- [Exercise details]
Give the number of lines in these entries that contain the string "Chando", with no further comment.

[Stored items]
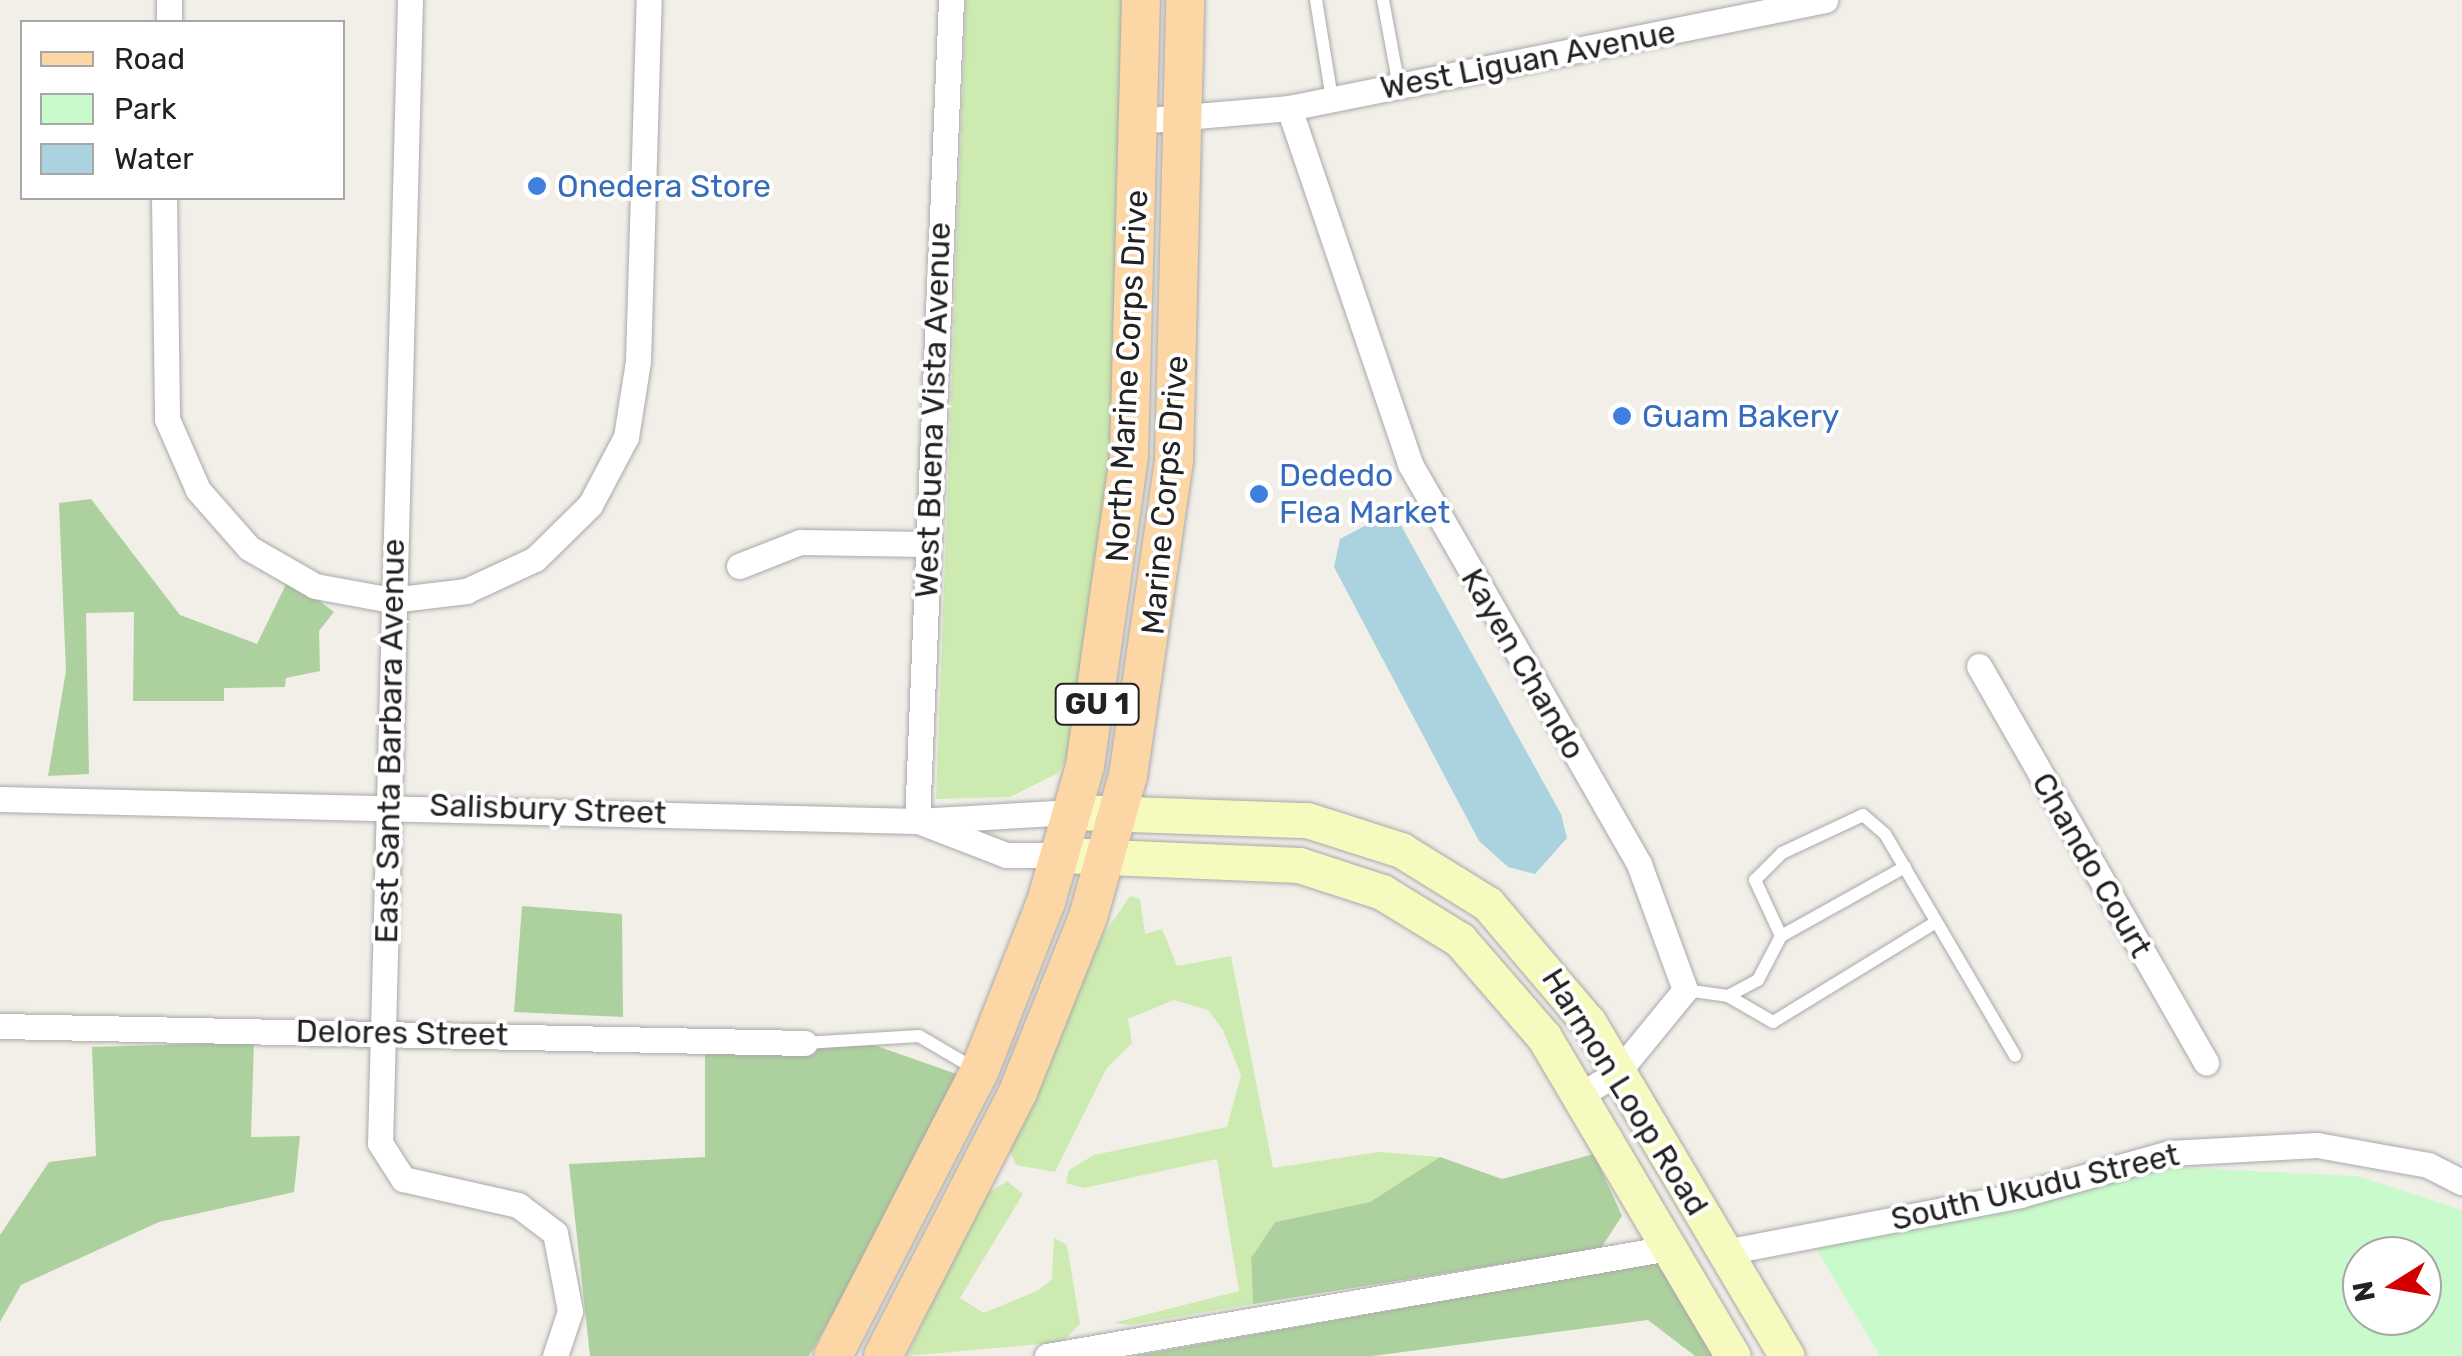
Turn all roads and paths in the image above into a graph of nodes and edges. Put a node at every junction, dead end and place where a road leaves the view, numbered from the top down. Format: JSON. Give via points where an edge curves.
{"nodes":[{"id":1,"x":410,"y":0,"type":"edge"},
{"id":2,"x":649,"y":0,"type":"edge"},
{"id":3,"x":950,"y":0,"type":"edge"},
{"id":4,"x":1141,"y":0,"type":"edge"},
{"id":5,"x":1185,"y":0,"type":"edge"},
{"id":6,"x":1316,"y":0,"type":"edge"},
{"id":7,"x":1383,"y":0,"type":"edge"},
{"id":8,"x":1825,"y":0,"type":"edge"},
{"id":9,"x":1399,"y":86,"type":"junction"},
{"id":10,"x":1332,"y":100,"type":"junction"},
{"id":11,"x":1290,"y":108,"type":"junction"},
{"id":12,"x":1138,"y":121,"type":"junction"},
{"id":13,"x":1182,"y":122,"type":"junction"},
{"id":14,"x":164,"y":200,"type":"edge"},
{"id":15,"x":927,"y":544,"type":"junction"},
{"id":16,"x":740,"y":566,"type":"dead end"},
{"id":17,"x":391,"y":600,"type":"junction"},
{"id":18,"x":1979,"y":666,"type":"dead end"},
{"id":19,"x":0,"y":799,"type":"edge"},
{"id":20,"x":390,"y":804,"type":"junction"},
{"id":21,"x":1074,"y":812,"type":"junction"},
{"id":22,"x":1120,"y":812,"type":"junction"},
{"id":23,"x":917,"y":821,"type":"junction"},
{"id":24,"x":1061,"y":856,"type":"junction"},
{"id":25,"x":1107,"y":856,"type":"junction"},
{"id":26,"x":1905,"y":868,"type":"junction"},
{"id":27,"x":1936,"y":922,"type":"junction"},
{"id":28,"x":1781,"y":936,"type":"junction"},
{"id":29,"x":1685,"y":990,"type":"junction"},
{"id":30,"x":1728,"y":996,"type":"junction"},
{"id":31,"x":0,"y":1026,"type":"edge"},
{"id":32,"x":384,"y":1032,"type":"junction"},
{"id":33,"x":804,"y":1044,"type":"joint"},
{"id":34,"x":2015,"y":1056,"type":"dead end"},
{"id":35,"x":2206,"y":1062,"type":"dead end"},
{"id":36,"x":979,"y":1072,"type":"junction"},
{"id":37,"x":1618,"y":1072,"type":"junction"},
{"id":38,"x":1579,"y":1096,"type":"junction"},
{"id":39,"x":2462,"y":1182,"type":"edge"},
{"id":40,"x":1669,"y":1248,"type":"junction"},
{"id":41,"x":1725,"y":1252,"type":"junction"},
{"id":42,"x":555,"y":1356,"type":"edge"},
{"id":43,"x":833,"y":1356,"type":"edge"},
{"id":44,"x":883,"y":1356,"type":"edge"},
{"id":45,"x":1048,"y":1356,"type":"edge"},
{"id":46,"x":1734,"y":1356,"type":"edge"},
{"id":47,"x":1786,"y":1356,"type":"edge"}],
"edges":[{"from":1,"to":17,"type":"street","name":"East Santa Barbara Avenue"},
{"from":2,"to":17,"type":"street","via":[[638,362],[626,438],[590,506],[535,558],[466,592]]},
{"from":3,"to":15,"type":"street","name":"West Buena Vista Avenue"},
{"from":4,"to":12,"type":"main road","name":"North Marine Corps Drive","number":"GU 1"},
{"from":5,"to":13,"type":"main road","name":"Marine Corps Drive","number":"GU 1"},
{"from":6,"to":10,"type":"lane"},
{"from":7,"to":9,"type":"lane"},
{"from":8,"to":9,"type":"street","name":"West Liguan Avenue"},
{"from":9,"to":10,"type":"street","name":"West Liguan Avenue"},
{"from":10,"to":11,"type":"street","name":"West Liguan Avenue"},
{"from":11,"to":13,"type":"street"},
{"from":11,"to":29,"type":"street","name":"Kayen Chando","via":[[1410,464],[1640,864]]},
{"from":12,"to":13,"type":"street"},
{"from":12,"to":21,"type":"main road","name":"North Marine Corps Drive","number":"GU 1","via":[[1124,519]]},
{"from":13,"to":22,"type":"main road","name":"Marine Corps Drive","number":"GU 1","via":[[1170,507]]},
{"from":14,"to":17,"type":"street","via":[[168,420],[198,490],[249,548],[315,586]]},
{"from":15,"to":16,"type":"street","via":[[800,542]]},
{"from":15,"to":23,"type":"street","name":"West Buena Vista Avenue"},
{"from":17,"to":20,"type":"street","name":"East Santa Barbara Avenue"},
{"from":18,"to":35,"type":"street","name":"Chando Court"},
{"from":19,"to":20,"type":"street","name":"Salisbury Street"},
{"from":20,"to":23,"type":"street","name":"Salisbury Street"},
{"from":20,"to":32,"type":"street","name":"East Santa Barbara Avenue"},
{"from":21,"to":22,"type":"main road","name":"Harmon Loop Road"},
{"from":21,"to":23,"type":"street","name":"Salisbury Street"},
{"from":21,"to":24,"type":"main road","name":"North Marine Corps Drive","number":"GU 1"},
{"from":22,"to":25,"type":"main road","name":"Marine Corps Drive","number":"GU 1"},
{"from":22,"to":37,"type":"main road","name":"Harmon Loop Road","via":[[1307,820],[1400,850],[1524,938]]},
{"from":23,"to":24,"type":"street","name":"Salisbury Street","via":[[1006,855]]},
{"from":24,"to":25,"type":"main road","name":"Harmon Loop Road"},
{"from":24,"to":36,"type":"main road","name":"North Marine Corps Drive","number":"GU 1"},
{"from":25,"to":38,"type":"main road","name":"Harmon Loop Road","via":[[1299,864],[1382,892],[1491,969]]},
{"from":25,"to":44,"type":"main road","name":"Marine Corps Drive","number":"GU 1","via":[[1018,1092]]},
{"from":26,"to":27,"type":"lane"},
{"from":26,"to":28,"type":"lane"},
{"from":26,"to":28,"type":"lane","via":[[1863,815],[1782,853],[1755,880]]},
{"from":27,"to":30,"type":"lane","via":[[1773,1022]]},
{"from":27,"to":34,"type":"lane"},
{"from":28,"to":30,"type":"lane","via":[[1758,980]]},
{"from":29,"to":30,"type":"lane"},
{"from":29,"to":37,"type":"street"},
{"from":31,"to":32,"type":"street","name":"Delores Street"},
{"from":32,"to":33,"type":"street","name":"Delores Street"},
{"from":32,"to":42,"type":"street","name":"East Santa Barbara Avenue","via":[[384,1158],[403,1179],[518,1205],[555,1234],[570,1312]]},
{"from":33,"to":36,"type":"lane","via":[[919,1036]]},
{"from":36,"to":43,"type":"main road","name":"North Marine Corps Drive","number":"GU 1"},
{"from":37,"to":38,"type":"street"},
{"from":37,"to":41,"type":"main road","name":"Harmon Loop Road"},
{"from":38,"to":40,"type":"main road","name":"Harmon Loop Road"},
{"from":39,"to":41,"type":"street","name":"South Ukudu Street","via":[[2428,1165],[2317,1145],[2169,1153],[2020,1195]]},
{"from":40,"to":45,"type":"street"},
{"from":40,"to":46,"type":"main road","name":"Harmon Loop Road"},
{"from":41,"to":47,"type":"main road","name":"Harmon Loop Road"}]}
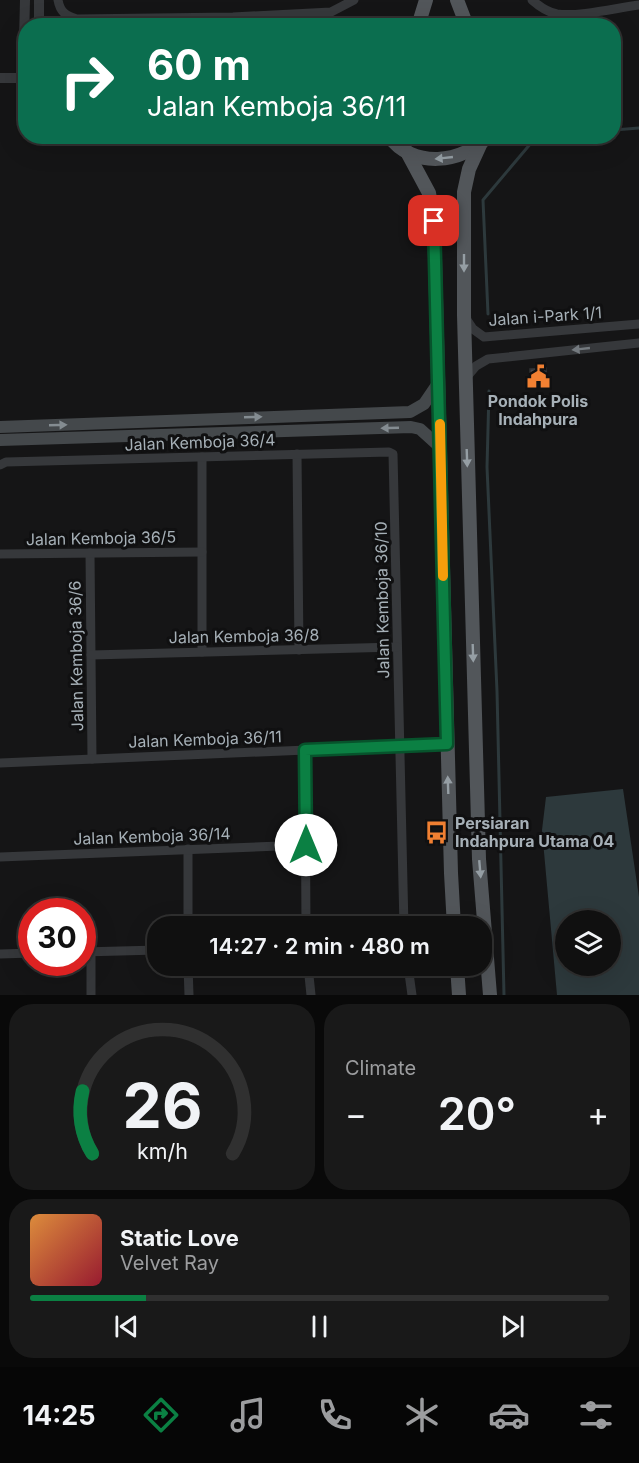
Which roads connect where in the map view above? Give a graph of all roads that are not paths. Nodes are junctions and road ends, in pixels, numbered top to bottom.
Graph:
1 (25, 0) edge
2 (39, 0) edge
3 (58, 0) edge
4 (354, 0) edge
5 (426, 0) edge
6 (457, 0) edge
7 (532, 0) edge
8 (639, 5) edge
9 (25, 18) edge
10 (39, 18) edge
11 (72, 18) edge
12 (144, 18) edge
13 (420, 18) edge
14 (464, 18) edge
15 (0, 78) edge
16 (18, 78) edge
17 (398, 144) edge
18 (479, 144) edge
19 (482, 144) edge
20 (407, 152) junction
21 (464, 315) junction
22 (639, 324) edge
23 (639, 344) edge
24 (465, 379) junction
25 (439, 382) junction
26 (0, 427) edge
27 (0, 440) edge
28 (441, 448) junction
29 (297, 454) junction
30 (393, 454) joint
31 (202, 457) junction
32 (3, 464) edge
33 (202, 552) junction
34 (90, 553) junction
35 (0, 554) edge
36 (397, 647) junction
37 (298, 650) junction
38 (202, 652) junction
39 (91, 655) junction
40 (447, 744) junction
41 (400, 746) junction
42 (305, 750) junction
43 (92, 759) junction
44 (0, 763) edge
45 (306, 845) junction
46 (188, 849) junction
47 (0, 857) edge
48 (188, 916) edge
49 (306, 916) edge
50 (404, 916) edge
51 (453, 916) edge
52 (147, 950) edge
53 (96, 952) edge
54 (18, 953) edge
55 (0, 954) edge
56 (90, 976) edge
57 (188, 976) edge
58 (309, 976) edge
59 (409, 976) edge
60 (458, 976) edge
61 (92, 995) edge
62 (189, 995) edge
63 (311, 995) edge
64 (412, 995) edge
65 (459, 995) edge
66 (490, 995) edge

1 - 9 street
2 - 10 street
3 - 11 street
4 - 12 street
5 - 13 main road
6 - 14 main road
7 - 8 street
15 - 16 street
17 - 20 main road
18 -> 20 main road
19 -> 21 main road
20 - 25 main road
21 - 22 street, Jalan i-Park 1/1
21 - 24 main road
23 -> 24 street
24 -> 66 main road
26 -> 25 main road
25 - 28 main road
28 -> 27 main road
28 - 40 main road
29 - 30 street, Jalan Kemboja 36/4
29 - 31 street, Jalan Kemboja 36/4
29 - 37 street
30 - 36 street, Jalan Kemboja 36/10
31 - 32 street, Jalan Kemboja 36/4
31 - 33 street
33 - 34 street, Jalan Kemboja 36/5
33 - 38 street
34 - 35 street, Jalan Kemboja 36/5
34 - 39 street, Jalan Kemboja 36/6
36 - 37 street, Jalan Kemboja 36/8
36 - 41 street, Jalan Kemboja 36/10
37 - 38 street, Jalan Kemboja 36/8
38 - 39 street, Jalan Kemboja 36/8
39 - 43 street, Jalan Kemboja 36/6
40 - 41 street, Jalan Kemboja 36/11
51 -> 40 main road
41 - 42 street, Jalan Kemboja 36/11
41 - 50 street, Jalan Kemboja 36/10
42 - 43 street, Jalan Kemboja 36/11
42 - 45 street
43 - 44 street, Jalan Kemboja 36/11
45 - 46 street, Jalan Kemboja 36/14
45 - 49 street
46 - 47 street, Jalan Kemboja 36/14
46 - 48 street
52 - 53 street
54 - 55 street
56 - 61 street
57 - 62 street
58 - 63 street
59 - 64 street
60 - 65 main road

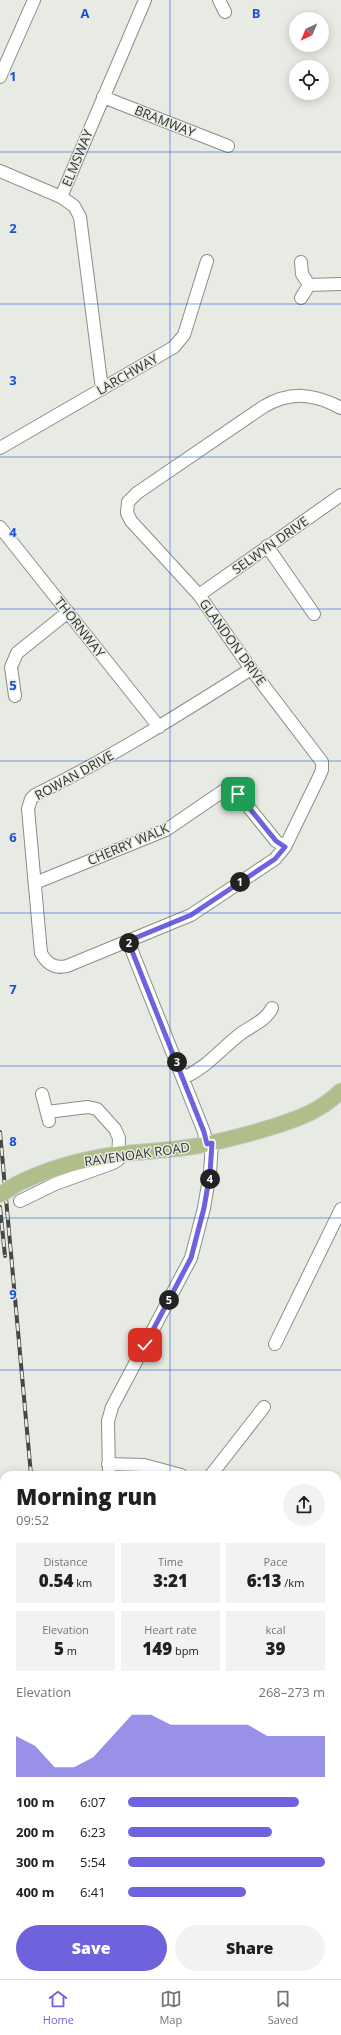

- [The completed task]
2